Each step removes two entries from the priority queue and adds one back. Net effect is to reduce the queue size by 1 at each step. The algorithm terminates when the last entry is removed; it will be the root of the huffman tree.

Proof of correctness: demonstrate greedy choice and optimal substructure.

Lemma 1: Let x and y be characters with minimum frequency. There exists an optimal prefix encoding with x and y having the same length and differing by the last bit. Proof:

Let b, c be sibling leaves at maximum depth.
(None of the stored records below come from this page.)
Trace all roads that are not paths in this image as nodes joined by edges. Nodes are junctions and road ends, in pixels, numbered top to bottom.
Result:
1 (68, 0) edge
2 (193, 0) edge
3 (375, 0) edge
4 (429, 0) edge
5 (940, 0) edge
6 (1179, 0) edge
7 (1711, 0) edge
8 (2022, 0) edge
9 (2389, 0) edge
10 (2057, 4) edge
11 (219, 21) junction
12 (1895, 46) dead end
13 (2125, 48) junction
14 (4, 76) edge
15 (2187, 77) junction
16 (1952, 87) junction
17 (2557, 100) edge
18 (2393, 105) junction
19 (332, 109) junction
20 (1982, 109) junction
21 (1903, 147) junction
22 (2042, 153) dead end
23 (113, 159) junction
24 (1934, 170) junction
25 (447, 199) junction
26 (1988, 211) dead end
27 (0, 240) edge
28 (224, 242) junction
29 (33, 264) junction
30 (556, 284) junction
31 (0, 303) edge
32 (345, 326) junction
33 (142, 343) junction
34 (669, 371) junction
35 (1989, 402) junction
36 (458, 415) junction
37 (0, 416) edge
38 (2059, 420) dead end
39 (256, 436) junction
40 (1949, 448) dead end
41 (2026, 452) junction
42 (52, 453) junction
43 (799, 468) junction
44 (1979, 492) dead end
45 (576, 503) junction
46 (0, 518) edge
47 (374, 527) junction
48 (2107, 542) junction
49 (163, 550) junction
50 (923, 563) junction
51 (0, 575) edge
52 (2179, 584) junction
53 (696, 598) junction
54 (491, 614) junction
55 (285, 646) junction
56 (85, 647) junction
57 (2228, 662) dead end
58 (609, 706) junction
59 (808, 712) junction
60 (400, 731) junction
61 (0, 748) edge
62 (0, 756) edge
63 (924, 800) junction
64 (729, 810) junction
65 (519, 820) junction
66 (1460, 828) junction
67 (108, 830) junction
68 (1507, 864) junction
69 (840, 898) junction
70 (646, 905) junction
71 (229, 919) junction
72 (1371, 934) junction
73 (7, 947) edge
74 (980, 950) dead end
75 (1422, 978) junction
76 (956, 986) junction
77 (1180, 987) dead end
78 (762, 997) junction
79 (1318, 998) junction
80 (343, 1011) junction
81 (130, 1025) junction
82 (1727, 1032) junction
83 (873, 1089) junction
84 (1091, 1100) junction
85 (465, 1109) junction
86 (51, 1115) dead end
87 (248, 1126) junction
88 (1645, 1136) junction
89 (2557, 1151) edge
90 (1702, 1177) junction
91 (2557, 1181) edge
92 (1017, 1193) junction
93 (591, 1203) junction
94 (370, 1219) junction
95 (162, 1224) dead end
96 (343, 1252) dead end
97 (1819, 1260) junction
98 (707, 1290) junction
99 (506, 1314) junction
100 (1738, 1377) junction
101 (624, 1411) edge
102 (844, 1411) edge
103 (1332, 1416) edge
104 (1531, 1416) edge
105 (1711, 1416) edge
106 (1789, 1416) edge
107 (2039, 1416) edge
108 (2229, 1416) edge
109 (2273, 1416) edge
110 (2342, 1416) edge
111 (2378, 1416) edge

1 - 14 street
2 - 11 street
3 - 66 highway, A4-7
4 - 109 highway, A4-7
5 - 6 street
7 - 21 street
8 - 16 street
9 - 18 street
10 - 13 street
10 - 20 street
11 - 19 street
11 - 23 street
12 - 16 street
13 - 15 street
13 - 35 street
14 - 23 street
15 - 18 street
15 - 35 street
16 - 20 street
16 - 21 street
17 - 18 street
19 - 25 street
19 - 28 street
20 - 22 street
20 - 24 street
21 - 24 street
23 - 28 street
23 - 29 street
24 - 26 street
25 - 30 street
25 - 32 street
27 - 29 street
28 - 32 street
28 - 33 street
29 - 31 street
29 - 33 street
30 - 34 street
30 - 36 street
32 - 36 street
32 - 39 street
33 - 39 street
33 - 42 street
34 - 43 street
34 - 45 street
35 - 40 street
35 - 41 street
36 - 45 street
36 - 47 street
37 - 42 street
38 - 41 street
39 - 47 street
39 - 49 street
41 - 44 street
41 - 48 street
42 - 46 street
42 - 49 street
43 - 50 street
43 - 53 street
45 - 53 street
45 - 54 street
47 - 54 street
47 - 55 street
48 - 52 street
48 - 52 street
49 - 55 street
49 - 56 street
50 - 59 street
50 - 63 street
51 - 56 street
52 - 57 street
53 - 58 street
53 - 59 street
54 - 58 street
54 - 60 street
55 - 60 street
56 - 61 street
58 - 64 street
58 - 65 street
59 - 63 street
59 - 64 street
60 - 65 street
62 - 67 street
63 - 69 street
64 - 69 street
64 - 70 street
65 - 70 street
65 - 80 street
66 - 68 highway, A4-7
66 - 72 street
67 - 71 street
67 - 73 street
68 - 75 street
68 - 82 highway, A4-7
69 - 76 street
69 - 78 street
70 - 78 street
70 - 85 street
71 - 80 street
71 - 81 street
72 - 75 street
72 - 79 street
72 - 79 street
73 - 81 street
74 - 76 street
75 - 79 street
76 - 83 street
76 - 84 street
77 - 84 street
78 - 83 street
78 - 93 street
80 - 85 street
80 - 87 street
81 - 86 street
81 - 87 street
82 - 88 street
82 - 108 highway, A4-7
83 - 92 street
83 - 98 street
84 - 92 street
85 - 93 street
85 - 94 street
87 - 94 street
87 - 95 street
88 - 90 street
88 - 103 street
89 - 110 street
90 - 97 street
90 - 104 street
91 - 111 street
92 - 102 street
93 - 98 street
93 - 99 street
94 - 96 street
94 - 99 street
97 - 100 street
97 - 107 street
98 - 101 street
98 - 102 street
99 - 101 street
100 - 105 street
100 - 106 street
Assume f(b) ≤ f(c) and f(x) ≤ f(y) and therefore, f(b) ≤ f(x) and f(c) ≤ f(y)

Create T' by swapping (b, x) and (c, y).

B(T) - B(T') =
  (f(x)dT(x) + f(y)dT(y) + f(b)dT(b) + f(c)dT(c)) -
  (f(x)dT'(x) + f(y)dT'(y) + f(b)dT'(b) + f(c)dT'(c))
= (f(x)dT(x) + f(y)dT(y) + f(b)dT(b) + f(c)dT(c)) -
  (f(x)dT(b) + f(y)dT(c) + f(b)dT(x) + f(c)dT(y))
= (f(x) - f(b))dT(x) + (f(y) - f(c))dT(y) +
  (f(b) - f(x)dT(b)  + (f(c) -f(y))dT(c) +
= (f(x) - f(b))(dT(x) - dT(b)) +
  (f(y) - f(c))(dT(y) - dT(c))
≥ 0

Therefore B(T) ≥ B(T').
  

Lemma 2: Let T be a full binary tree representing an optimal prefix code. For any two sibling leaves x and y with parent z, let f(z) = f(x) + f(y), C' = C - {x, y} ∪ {z}. Then T' = T - {x, y} is an optimal prefix code for C'. Informal proof: if T' is not optimal, T will not be optimal, so by contrediction, T' must be optimal.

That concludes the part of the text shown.